You will see a screen like this which has exactly the Python code you need (almost).

To make this code work on your system you need to install the influxdb-client library by running “pip install influxdb-client”

(venv) pi@iotexpertpi:~/influx-test $ pip install influxdb-client
Looking in indexes:,
Collecting influxdb-client
  Using cached
Collecting urllib3>=1.15.1 (from influxdb-client)
  Using cached
Collecting pytz>=2019.1 (from influxdb-client)
  Using cached
Collecting certifi>=14.05.14 (from influxdb-client)
  Using cached
Collecting rx>=3.0.1 (from influxdb-client)
  Using cached
Collecting six>=1.10 (from influxdb-client)
  Using cached
Requirement already satisfied: setuptools>=21.0.0 in ./venv/lib/python3.7/site-packages (from influxdb-client) (40.8.0)
Collecting python-dateutil>=2.5.3 (from influxdb-client)
  Using cached
Installing collected packages: urllib3, pytz, certifi, rx, six, python-dateutil, influxdb-client
Successfully installed certifi-2020.12.5 influxdb-client-1.17.0 python-dateutil-2.8.1 pytz-2021.1 rx-3.2.0 six-1.16.0 urllib3-1.26.4
(venv) pi@iotexpertpi:~/influx-test $

Now write a little bit of code.  If you remember from the previous post I run a cronjob that gets the data from the I2C.  It will then run this program to do the insert of the data into the Influxdb.  Notice that I get the depth and temperature from the command line.   The “token” is an API key which you must include with requests to identify you are having permission to write into the database (more on this later).  The “data” variable is just a string formatted in “Influx Line Protocol”

import sys
from datetime import datetime
from influxdb_client import InfluxDBClient, Point, WritePrecision
from influxdb_client.client.write_api import SYNCHRONOUS

if len(sys.argv) != 3:
    sys.exit("Wrong number of arguments")

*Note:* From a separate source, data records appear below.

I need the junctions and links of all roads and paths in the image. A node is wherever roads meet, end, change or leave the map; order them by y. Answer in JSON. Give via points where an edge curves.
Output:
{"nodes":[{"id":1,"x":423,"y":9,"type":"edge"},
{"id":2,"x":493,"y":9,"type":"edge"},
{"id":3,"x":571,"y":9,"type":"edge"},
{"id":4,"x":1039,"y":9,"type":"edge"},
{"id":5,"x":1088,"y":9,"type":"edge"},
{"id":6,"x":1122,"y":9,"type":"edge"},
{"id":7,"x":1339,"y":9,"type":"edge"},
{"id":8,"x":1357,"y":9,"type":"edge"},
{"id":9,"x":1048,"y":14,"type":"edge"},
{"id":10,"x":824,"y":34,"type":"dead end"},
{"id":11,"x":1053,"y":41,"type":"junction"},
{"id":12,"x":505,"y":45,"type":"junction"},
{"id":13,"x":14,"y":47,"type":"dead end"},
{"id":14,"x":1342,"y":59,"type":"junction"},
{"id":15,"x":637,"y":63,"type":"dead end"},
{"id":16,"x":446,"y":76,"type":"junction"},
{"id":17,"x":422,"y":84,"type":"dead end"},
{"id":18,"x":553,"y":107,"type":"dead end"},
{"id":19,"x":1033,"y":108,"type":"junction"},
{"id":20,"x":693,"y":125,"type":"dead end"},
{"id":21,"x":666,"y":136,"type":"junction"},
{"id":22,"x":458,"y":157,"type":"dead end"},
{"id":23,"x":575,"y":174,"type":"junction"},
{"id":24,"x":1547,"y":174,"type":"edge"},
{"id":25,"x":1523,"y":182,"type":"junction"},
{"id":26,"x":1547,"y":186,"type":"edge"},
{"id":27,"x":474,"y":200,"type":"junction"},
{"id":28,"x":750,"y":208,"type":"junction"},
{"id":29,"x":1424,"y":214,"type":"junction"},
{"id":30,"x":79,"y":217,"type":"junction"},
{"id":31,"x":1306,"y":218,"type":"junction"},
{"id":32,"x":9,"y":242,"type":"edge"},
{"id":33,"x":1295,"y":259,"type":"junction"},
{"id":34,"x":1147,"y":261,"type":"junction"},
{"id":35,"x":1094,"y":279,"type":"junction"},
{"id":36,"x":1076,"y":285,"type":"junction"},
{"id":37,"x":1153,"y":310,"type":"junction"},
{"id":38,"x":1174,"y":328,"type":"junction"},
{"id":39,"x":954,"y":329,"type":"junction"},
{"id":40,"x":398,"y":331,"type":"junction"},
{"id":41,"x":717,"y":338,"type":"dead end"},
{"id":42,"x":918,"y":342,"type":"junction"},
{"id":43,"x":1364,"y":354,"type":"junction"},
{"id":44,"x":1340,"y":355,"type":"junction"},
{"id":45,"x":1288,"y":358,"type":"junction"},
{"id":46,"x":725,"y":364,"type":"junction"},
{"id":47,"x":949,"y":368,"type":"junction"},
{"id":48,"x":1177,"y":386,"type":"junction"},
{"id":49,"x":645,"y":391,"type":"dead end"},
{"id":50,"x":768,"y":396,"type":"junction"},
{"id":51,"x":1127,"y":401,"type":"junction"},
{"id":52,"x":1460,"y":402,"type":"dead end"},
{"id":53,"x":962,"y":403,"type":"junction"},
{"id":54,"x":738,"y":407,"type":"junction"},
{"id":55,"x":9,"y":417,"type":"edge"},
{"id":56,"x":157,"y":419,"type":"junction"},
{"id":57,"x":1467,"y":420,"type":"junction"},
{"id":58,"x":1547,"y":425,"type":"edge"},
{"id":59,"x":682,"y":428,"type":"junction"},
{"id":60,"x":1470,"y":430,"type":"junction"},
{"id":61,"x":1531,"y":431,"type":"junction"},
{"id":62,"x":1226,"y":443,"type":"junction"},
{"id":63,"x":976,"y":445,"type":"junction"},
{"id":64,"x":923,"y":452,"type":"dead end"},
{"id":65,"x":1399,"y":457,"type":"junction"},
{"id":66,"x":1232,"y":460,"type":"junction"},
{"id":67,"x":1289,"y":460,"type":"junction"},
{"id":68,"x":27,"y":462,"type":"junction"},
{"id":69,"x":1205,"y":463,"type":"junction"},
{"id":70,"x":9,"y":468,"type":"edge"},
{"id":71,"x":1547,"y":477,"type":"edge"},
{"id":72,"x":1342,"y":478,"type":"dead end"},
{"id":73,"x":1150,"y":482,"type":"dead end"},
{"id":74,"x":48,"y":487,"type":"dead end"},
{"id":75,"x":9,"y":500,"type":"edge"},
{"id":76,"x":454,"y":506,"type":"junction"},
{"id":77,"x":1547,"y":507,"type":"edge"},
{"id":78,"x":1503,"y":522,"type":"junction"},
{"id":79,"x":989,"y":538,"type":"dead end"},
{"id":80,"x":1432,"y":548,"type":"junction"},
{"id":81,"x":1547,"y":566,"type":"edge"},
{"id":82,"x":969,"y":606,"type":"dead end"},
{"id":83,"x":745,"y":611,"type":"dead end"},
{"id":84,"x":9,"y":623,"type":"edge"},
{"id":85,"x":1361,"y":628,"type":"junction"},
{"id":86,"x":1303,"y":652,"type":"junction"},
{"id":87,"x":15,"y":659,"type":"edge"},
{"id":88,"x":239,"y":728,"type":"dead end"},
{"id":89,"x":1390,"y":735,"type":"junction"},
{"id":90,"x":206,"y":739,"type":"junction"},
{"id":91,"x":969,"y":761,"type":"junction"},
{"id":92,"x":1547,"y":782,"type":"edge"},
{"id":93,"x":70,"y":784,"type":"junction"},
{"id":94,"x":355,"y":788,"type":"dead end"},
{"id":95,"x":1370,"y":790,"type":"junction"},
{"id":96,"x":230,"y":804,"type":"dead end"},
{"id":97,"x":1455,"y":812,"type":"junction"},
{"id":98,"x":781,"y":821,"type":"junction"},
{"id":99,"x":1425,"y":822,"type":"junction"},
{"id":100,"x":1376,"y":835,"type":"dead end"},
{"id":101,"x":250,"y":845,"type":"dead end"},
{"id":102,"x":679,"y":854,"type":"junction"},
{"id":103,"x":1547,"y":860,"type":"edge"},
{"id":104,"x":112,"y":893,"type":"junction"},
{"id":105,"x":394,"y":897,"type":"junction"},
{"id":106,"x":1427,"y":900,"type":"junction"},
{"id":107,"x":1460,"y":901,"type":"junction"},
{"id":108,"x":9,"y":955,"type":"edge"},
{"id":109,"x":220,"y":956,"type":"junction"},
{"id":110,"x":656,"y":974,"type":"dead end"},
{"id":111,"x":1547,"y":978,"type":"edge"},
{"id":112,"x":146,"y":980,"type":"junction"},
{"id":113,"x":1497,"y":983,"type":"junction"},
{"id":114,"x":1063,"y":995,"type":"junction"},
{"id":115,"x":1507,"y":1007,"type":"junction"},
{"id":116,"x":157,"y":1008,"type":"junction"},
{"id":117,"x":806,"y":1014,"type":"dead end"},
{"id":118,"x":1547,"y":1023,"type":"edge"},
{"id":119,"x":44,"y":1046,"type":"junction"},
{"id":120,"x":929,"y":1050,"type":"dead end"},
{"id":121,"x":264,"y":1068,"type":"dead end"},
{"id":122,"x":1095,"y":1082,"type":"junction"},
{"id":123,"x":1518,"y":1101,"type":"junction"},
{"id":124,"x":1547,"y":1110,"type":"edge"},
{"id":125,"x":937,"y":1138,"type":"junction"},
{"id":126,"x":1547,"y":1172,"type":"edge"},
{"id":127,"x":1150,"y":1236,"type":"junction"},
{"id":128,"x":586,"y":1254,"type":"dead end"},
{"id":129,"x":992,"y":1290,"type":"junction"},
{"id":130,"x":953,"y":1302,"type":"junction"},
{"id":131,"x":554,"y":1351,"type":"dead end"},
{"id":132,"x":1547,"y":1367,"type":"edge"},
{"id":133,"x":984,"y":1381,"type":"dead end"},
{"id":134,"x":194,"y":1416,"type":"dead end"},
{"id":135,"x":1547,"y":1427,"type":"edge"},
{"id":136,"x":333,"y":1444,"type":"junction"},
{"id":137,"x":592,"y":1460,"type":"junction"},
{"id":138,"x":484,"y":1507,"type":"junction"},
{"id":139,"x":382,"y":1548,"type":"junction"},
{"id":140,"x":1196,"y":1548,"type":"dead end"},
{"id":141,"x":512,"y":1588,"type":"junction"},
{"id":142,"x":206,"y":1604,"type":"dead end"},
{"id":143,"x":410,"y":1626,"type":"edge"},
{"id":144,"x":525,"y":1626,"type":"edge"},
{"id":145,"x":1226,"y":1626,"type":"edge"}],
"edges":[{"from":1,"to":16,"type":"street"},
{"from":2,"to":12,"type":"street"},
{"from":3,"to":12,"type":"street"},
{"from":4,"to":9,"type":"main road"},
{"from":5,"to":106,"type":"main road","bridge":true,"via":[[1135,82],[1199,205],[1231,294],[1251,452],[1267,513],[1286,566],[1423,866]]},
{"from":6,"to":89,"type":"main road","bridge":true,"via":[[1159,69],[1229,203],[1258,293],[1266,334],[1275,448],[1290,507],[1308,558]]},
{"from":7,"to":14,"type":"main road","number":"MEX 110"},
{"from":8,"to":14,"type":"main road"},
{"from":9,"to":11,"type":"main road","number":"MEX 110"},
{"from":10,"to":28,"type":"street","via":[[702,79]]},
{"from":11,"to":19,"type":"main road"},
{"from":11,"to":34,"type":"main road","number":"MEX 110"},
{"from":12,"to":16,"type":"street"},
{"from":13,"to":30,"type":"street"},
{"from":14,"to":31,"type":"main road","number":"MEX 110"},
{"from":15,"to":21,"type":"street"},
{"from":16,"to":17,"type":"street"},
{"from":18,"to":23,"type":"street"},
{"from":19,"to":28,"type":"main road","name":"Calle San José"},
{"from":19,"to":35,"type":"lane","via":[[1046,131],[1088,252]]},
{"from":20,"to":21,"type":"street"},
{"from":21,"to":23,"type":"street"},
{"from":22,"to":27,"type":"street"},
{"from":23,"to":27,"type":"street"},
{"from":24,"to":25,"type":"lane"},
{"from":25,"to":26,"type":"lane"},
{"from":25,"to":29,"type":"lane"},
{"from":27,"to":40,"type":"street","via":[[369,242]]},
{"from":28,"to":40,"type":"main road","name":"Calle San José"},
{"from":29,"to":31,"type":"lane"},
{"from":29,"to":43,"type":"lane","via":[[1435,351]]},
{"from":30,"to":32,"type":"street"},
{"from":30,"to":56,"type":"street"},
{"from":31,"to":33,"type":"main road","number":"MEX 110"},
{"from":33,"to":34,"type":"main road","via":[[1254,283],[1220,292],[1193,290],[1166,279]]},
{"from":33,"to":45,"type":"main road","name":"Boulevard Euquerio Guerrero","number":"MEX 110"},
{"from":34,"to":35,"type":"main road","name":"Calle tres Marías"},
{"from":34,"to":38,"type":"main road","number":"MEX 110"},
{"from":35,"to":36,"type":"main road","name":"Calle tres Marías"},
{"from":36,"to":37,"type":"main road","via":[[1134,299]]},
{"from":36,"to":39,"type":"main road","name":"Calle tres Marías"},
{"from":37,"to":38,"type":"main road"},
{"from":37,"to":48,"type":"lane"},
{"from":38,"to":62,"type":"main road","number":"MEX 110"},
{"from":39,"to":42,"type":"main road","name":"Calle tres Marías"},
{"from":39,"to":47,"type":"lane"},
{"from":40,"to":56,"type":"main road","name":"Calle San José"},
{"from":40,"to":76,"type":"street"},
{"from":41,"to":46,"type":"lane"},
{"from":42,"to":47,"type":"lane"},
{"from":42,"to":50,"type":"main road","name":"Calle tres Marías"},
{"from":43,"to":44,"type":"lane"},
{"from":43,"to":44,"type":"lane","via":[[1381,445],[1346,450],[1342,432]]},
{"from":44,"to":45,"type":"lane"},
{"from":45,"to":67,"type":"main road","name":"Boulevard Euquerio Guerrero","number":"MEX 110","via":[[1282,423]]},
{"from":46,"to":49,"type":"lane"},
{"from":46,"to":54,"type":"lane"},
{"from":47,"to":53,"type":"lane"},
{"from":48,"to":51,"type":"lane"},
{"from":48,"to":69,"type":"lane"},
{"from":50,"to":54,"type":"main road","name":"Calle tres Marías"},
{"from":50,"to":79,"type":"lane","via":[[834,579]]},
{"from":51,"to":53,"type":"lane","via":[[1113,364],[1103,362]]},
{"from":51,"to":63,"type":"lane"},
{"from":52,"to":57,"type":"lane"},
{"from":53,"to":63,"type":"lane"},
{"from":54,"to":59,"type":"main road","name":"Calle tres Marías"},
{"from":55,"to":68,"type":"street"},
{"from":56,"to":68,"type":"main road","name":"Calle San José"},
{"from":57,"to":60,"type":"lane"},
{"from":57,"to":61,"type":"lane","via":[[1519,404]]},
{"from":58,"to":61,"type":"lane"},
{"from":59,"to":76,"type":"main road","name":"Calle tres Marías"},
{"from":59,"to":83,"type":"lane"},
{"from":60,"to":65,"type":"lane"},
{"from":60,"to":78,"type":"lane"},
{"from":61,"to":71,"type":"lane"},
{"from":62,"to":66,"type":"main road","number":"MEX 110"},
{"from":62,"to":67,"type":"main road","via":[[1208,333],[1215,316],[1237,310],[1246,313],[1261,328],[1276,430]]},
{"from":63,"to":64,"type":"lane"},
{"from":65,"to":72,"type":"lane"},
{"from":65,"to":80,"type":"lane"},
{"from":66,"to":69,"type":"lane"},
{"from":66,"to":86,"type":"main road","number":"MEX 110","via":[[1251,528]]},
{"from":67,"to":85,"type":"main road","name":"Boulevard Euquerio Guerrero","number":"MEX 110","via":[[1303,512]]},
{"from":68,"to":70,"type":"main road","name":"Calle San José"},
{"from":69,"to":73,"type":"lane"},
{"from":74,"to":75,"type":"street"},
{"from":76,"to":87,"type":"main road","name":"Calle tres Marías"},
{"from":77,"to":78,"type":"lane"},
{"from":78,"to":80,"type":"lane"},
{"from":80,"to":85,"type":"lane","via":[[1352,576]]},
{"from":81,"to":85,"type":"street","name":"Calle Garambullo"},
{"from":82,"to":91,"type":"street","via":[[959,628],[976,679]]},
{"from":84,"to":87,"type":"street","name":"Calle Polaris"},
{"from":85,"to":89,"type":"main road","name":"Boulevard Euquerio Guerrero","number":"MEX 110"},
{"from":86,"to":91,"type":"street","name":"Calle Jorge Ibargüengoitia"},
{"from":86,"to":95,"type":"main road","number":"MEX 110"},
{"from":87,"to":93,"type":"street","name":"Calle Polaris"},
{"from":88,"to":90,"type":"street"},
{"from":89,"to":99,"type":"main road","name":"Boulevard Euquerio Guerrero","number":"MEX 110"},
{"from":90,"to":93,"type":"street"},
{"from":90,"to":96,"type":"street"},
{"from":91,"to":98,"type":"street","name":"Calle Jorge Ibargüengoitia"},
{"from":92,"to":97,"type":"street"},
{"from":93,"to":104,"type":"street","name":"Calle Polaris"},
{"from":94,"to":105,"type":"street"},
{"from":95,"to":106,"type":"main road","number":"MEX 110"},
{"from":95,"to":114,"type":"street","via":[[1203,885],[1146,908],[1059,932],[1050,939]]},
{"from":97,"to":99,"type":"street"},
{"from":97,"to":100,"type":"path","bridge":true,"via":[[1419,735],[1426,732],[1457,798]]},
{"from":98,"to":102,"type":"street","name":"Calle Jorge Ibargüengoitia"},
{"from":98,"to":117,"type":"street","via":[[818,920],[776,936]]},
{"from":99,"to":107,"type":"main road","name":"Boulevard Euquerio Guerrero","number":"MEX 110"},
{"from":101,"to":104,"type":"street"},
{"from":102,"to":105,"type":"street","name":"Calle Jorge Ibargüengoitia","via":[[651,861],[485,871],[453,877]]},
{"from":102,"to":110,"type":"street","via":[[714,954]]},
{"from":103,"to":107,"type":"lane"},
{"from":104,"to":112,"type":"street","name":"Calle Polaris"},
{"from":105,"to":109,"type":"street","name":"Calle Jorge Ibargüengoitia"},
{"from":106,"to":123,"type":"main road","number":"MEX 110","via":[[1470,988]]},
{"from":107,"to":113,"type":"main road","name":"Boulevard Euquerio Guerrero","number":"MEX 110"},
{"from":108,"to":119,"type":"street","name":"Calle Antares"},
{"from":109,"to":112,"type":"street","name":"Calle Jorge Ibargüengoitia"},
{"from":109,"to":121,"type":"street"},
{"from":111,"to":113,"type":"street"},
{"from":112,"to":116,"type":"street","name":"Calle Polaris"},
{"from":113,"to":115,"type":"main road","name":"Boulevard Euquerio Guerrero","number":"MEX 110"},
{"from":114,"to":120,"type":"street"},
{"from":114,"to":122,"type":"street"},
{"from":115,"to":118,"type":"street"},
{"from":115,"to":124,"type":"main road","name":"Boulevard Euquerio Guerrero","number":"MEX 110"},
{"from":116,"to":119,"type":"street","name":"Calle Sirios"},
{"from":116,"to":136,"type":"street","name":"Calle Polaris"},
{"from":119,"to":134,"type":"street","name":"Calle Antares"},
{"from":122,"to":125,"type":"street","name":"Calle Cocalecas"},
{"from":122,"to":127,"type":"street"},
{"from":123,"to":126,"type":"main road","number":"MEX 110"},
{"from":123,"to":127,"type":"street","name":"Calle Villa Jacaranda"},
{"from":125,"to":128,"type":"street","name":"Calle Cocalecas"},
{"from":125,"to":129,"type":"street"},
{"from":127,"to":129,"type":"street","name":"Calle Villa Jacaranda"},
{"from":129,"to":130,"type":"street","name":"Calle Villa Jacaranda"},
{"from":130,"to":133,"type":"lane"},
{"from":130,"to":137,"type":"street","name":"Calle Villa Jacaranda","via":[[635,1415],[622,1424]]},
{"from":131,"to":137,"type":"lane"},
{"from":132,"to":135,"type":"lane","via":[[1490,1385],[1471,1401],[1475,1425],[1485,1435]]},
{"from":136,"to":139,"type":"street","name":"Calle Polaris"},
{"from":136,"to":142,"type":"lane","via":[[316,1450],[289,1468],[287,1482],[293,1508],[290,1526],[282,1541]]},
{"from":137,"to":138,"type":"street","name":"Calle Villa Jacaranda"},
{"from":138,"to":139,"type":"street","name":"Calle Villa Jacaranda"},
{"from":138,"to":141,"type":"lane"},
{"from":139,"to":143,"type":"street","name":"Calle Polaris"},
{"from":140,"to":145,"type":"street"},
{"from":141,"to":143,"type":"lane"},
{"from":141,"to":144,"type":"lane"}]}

# You can generate a Token from the "Tokens Tab" in the UI
token = "UvZvrrnk8yXvlVm1yrMmH2ZE706dZ14kpqSoE2u0COnDdqmQFTmIWPMjk0U2tO_GqmjzCupi_EaYP65RP4bELQ=="
org = "creekdata"
bucket = "creekdata"

client = InfluxDBClient(url="http://linux.local:8086", token=token)

write_api = client.write_api(write_options=SYNCHRONOUS)

data = f"elkhorncreek depth={sys.argv[1]},temperature={sys.argv[2]}"
write_api.write(bucket, org, data)

Now I update my shell script to run the Influx as well as the original MySQL insert.


cd ~/influxdb
source venv/bin/activate
#echo $vals
python $vals
python $vals

InfluxDB Data Explorer

After a bit of time (for some inserts to happen) I go to the data explorer in the web interface.  You can see that I have a number of readings.  This is filtering for “depth”

This is filtering for “temperature”

Influx Tokens

To interact with an instance of the InfluxDB you will need an API key, which they call a token.  Press the “data” icon on the left side of the screen.  Then click “Tokens”.  You will see the currently available tokens, in this case just the original token.  You can create more tokens by pressing the blue + generate Token icon.

Clock on the token.  Then copy it to your clipboard.